ENGS-37                                                                                                           Fall 2008

INTRODUCTION TO ENVIRONMENTAL ENGINEERING

 

HOMEWORK #1

 

Assigned:    Friday 27 September 2008

Due:           10 a.m., Friday 3 October 2008

 

 

1. (5 points)  Environmental engineers can perform remediation of a contaminated site, treatment of an effluent, and prevention of future pollution.  Explore what these different avenues would mean in the case of tri-chloro-ethylene (TCE) at the Cold Regions Research & Engineering Laboratory (CRREL), north of campus in Hanover, New Hampshire.  For background information on this problem, see:

http://yosemite.epa.gov/R1/npl_pad.nsf/31c4fec03a0762d285256bb80076489c/85f637b1452cb01085256b420060669e!OpenDocument

In your answer, you do not need to be very technical.  A sentence or two on the basic approach in each of the three cases will suffice.

 

 

2. (10 points)  Consider the following reaction representing the combustion of propane:

 

                        C₃H₈   +   O₂   →   CO₂   +   H₂O

 

a. (2 points)  Balance the equation.

b. (2 points)  How many moles of oxygen are required to burn 1 mole of propane?
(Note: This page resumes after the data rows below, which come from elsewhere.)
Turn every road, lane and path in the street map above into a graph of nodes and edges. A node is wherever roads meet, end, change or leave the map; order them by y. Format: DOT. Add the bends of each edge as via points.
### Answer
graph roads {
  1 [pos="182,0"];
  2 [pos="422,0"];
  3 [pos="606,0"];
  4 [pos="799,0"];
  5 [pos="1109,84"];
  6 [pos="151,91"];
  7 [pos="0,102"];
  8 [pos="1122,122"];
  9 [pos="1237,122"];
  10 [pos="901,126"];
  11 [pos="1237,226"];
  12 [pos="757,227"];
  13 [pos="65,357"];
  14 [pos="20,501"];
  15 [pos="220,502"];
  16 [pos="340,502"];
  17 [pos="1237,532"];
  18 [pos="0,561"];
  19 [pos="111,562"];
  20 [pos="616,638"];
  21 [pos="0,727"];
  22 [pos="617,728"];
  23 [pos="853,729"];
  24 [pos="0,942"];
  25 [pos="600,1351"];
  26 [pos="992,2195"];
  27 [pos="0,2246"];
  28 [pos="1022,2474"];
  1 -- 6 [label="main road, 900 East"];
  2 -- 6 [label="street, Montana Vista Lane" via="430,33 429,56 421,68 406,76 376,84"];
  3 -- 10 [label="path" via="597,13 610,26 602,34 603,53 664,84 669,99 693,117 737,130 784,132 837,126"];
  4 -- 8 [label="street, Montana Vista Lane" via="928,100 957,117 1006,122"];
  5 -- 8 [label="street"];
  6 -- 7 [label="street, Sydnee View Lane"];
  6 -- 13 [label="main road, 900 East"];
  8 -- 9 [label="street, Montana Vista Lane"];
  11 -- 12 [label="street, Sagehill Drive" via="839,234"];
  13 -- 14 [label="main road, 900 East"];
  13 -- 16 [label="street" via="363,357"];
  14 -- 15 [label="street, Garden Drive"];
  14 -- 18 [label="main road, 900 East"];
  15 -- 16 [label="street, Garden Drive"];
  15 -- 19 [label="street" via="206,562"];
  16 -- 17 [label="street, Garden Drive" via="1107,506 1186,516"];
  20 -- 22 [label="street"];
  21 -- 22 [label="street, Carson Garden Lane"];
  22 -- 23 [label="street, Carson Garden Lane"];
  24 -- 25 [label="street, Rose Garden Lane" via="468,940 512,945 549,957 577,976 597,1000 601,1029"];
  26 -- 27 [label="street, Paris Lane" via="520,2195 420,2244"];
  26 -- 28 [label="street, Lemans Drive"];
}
c. (3 points)  How many grams of oxygen are required to burn 100 g of propane?

d. (3 points)  Under standard conditions (temperature of 25^oC, pressure of 1 atmosphere, and oxygen concentration equal to 20% on a volume basis), what volume of air is required to burn 100 g of propane?

 

 

3. (5 points)  (Nazaroff, 2001, page 27, Problem 1.5)  An increase of CO₂ in the atmosphere may lead to global climate change.  The mass of the atmosphere is estimated at 5.1 x 10¹⁸ kg, while the mole fraction of CO₂ in it is currently 380 ppm and is observed to be increasing at a rate of 0.5% per year.  What is the rate of mass accumulation of CO₂ in the atmosphere?  Express your answer in metric tons of CO₂ per year.

 

 

4. (10 points)  (Nazaroff, 2001, page 27, Problem 1.6)  Combustion of fossil fuels in many different sectors of our human activities is contributing to the increase of CO₂ in the atmosphere.  Consequently, improving energy efficiency is considered important for reducing the global atmospheric impact of human activities.  Since much fuel is burned in the US by driving cars and SUVs, let us consider whether improving automotive fuel efficiency might have a significant impact on global CO₂ accumulation.

     (a) Assuming that all of the carbon (C) in gasoline is converted to carbon dioxide (CO₂) during combustion and using the following data, estimate the CO₂ emission rate (in metric tons per year) in the US from private vehicles.

Number of vehicles on the road (N)      = 120 million

Average gas mileage (M)                      = 18 miles per gallon

Average miles traveled (D)                    = 10,000 miles per year per vehicle

Effective fuel composition                      = C₈H₁₈

Fuel density (r)                                    = 0.72 g/cm³

     (b) Compare the result of part (a) with that of the preceding problem.  Comment on the potential importance of regulations to improve the fuel efficiency of private vehicles in the US as a means of reducing global CO₂ emissions.

 

 

 

 

5. (10 points) (From another textbook)  A typical motorcycle emits 20 g of carbon monoxide (CO) per mile, and the tailpipe emission diffuses in a 10-m² cross-section behind the cyclist (perpendicular to the direction of travel).  What is the maximum number of motorcycles that can be in a group going one behind another along a street before the CO concentration exceeds to air quality standard of 9.0 ppm?  (Assume complete mixing in the 10-m² cross-section and that ambient air is at 20^oC and 1 atmosphere.)